» Task details: For the data below, the lines that hold "points" should be counted; only the resulting number is expected.

» Material for this exercise:
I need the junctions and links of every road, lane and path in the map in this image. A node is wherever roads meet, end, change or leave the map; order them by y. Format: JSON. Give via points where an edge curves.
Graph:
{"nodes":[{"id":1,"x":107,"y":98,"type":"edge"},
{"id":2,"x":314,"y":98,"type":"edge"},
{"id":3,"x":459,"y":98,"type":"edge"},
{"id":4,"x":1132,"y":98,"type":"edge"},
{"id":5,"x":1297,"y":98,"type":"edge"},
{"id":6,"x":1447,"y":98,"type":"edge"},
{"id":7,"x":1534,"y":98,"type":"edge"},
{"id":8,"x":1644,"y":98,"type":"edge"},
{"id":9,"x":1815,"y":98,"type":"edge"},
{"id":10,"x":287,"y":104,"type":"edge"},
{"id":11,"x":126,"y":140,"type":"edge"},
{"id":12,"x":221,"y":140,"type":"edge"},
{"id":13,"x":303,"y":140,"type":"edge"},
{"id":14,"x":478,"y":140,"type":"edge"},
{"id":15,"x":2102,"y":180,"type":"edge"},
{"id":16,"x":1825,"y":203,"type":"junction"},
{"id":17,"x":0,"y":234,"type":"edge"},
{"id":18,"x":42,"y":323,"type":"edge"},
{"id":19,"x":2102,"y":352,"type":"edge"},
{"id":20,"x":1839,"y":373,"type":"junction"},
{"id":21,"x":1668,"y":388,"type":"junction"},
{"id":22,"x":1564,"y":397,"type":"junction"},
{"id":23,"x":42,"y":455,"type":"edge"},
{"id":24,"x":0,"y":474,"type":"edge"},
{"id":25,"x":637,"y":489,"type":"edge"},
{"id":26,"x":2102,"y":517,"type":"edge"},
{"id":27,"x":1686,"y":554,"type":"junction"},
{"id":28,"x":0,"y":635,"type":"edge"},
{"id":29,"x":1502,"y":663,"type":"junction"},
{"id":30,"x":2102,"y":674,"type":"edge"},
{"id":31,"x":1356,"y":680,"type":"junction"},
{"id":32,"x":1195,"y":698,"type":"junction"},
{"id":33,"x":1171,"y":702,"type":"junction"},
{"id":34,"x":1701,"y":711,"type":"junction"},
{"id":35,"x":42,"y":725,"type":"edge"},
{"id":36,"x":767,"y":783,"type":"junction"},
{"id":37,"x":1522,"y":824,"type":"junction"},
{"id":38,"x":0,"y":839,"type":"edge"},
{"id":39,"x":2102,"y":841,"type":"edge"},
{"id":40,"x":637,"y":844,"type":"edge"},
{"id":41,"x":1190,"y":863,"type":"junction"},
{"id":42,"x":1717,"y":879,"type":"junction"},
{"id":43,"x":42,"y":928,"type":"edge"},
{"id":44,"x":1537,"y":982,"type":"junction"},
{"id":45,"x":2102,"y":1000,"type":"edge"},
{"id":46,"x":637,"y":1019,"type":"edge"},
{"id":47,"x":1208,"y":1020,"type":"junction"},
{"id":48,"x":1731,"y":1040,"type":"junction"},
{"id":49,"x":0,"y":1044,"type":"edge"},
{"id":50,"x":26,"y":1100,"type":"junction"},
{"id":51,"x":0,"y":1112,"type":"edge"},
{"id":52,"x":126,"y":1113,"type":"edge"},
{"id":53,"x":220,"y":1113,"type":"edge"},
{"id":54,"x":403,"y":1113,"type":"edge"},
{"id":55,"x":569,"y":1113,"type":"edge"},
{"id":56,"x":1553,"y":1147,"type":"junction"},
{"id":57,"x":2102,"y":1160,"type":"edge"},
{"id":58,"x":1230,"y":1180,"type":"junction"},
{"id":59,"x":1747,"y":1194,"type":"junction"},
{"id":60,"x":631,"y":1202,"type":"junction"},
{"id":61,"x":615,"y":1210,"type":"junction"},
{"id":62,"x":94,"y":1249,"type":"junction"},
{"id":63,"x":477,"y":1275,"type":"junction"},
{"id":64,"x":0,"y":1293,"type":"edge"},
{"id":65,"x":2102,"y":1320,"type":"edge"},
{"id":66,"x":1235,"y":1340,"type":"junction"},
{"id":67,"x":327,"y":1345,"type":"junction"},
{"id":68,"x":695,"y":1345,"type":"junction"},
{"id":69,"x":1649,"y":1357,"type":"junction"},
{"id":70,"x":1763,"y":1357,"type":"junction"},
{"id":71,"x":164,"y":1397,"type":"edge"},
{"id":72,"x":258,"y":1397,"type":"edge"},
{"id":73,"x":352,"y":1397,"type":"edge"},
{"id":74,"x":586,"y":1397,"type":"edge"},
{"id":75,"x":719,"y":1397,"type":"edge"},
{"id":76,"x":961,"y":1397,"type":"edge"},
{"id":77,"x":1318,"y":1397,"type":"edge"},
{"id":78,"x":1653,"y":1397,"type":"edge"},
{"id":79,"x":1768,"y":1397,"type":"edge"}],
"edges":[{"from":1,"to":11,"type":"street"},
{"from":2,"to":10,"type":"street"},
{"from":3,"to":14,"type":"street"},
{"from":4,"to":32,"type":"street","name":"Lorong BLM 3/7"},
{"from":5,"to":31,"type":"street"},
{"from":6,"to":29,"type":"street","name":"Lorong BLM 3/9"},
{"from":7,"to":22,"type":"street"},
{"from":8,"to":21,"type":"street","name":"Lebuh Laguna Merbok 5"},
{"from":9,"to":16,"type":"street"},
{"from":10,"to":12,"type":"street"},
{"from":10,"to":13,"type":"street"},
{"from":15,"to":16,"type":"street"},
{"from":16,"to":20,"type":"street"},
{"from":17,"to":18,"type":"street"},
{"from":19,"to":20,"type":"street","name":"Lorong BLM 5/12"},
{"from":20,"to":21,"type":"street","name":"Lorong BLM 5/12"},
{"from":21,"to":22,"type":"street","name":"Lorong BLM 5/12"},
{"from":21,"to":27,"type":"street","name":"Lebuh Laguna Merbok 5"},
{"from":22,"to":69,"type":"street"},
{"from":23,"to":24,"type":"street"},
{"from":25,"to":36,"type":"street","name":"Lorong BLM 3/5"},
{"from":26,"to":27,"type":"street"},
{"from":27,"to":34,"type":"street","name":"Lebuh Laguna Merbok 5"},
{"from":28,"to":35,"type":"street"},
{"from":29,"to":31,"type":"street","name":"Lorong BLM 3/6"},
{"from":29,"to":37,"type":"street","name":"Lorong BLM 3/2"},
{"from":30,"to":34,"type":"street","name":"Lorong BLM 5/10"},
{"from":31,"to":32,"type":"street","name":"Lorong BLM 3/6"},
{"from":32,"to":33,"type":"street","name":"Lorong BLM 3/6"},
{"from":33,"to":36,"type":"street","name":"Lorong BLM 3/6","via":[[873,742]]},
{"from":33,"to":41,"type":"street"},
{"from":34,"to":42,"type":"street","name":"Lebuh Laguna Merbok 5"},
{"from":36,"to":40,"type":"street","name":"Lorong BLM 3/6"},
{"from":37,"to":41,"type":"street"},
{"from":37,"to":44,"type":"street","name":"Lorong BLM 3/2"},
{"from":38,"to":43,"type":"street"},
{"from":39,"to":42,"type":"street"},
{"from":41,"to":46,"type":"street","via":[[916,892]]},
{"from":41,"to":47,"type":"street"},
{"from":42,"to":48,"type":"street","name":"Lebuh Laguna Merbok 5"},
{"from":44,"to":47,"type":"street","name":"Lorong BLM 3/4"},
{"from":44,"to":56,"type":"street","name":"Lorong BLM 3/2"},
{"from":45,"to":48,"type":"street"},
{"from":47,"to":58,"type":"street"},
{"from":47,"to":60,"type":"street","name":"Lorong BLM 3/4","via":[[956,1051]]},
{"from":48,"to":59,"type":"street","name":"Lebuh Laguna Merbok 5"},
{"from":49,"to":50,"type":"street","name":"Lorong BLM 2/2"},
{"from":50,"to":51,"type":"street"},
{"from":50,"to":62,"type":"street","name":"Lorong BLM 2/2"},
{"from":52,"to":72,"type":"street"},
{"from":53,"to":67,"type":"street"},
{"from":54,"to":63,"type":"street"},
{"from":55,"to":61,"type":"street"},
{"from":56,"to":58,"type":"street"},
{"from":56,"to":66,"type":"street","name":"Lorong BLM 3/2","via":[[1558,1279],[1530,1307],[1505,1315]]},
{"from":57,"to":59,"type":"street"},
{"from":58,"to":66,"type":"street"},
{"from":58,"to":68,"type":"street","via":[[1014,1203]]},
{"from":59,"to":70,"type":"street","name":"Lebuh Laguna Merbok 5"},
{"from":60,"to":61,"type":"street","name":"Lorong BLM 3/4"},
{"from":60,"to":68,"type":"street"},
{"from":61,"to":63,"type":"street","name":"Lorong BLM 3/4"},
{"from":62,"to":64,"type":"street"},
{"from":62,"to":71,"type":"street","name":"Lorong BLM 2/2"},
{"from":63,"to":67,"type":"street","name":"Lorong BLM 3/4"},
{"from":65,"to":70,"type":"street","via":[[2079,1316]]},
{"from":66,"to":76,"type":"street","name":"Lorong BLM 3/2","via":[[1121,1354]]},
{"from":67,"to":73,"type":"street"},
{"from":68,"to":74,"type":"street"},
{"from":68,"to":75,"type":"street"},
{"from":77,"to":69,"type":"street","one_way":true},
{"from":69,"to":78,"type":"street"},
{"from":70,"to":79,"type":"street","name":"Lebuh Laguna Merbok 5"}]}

==

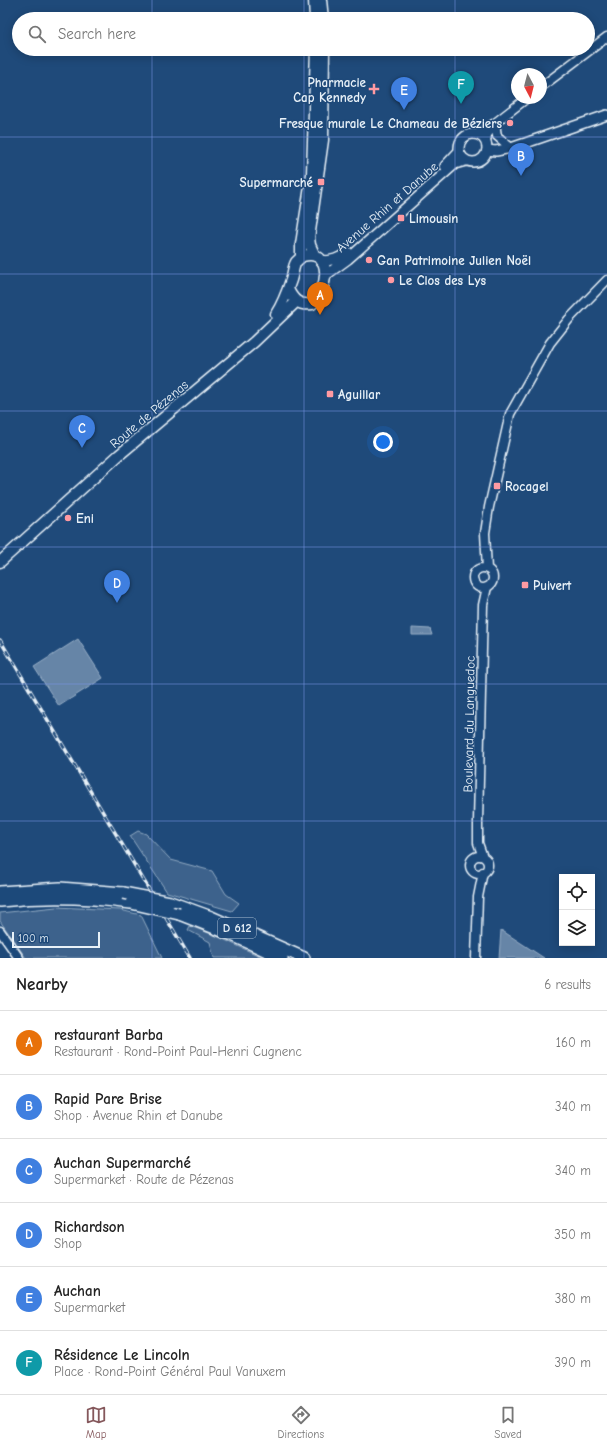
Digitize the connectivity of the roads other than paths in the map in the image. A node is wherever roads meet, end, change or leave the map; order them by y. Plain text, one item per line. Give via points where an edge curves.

» Solution below: 2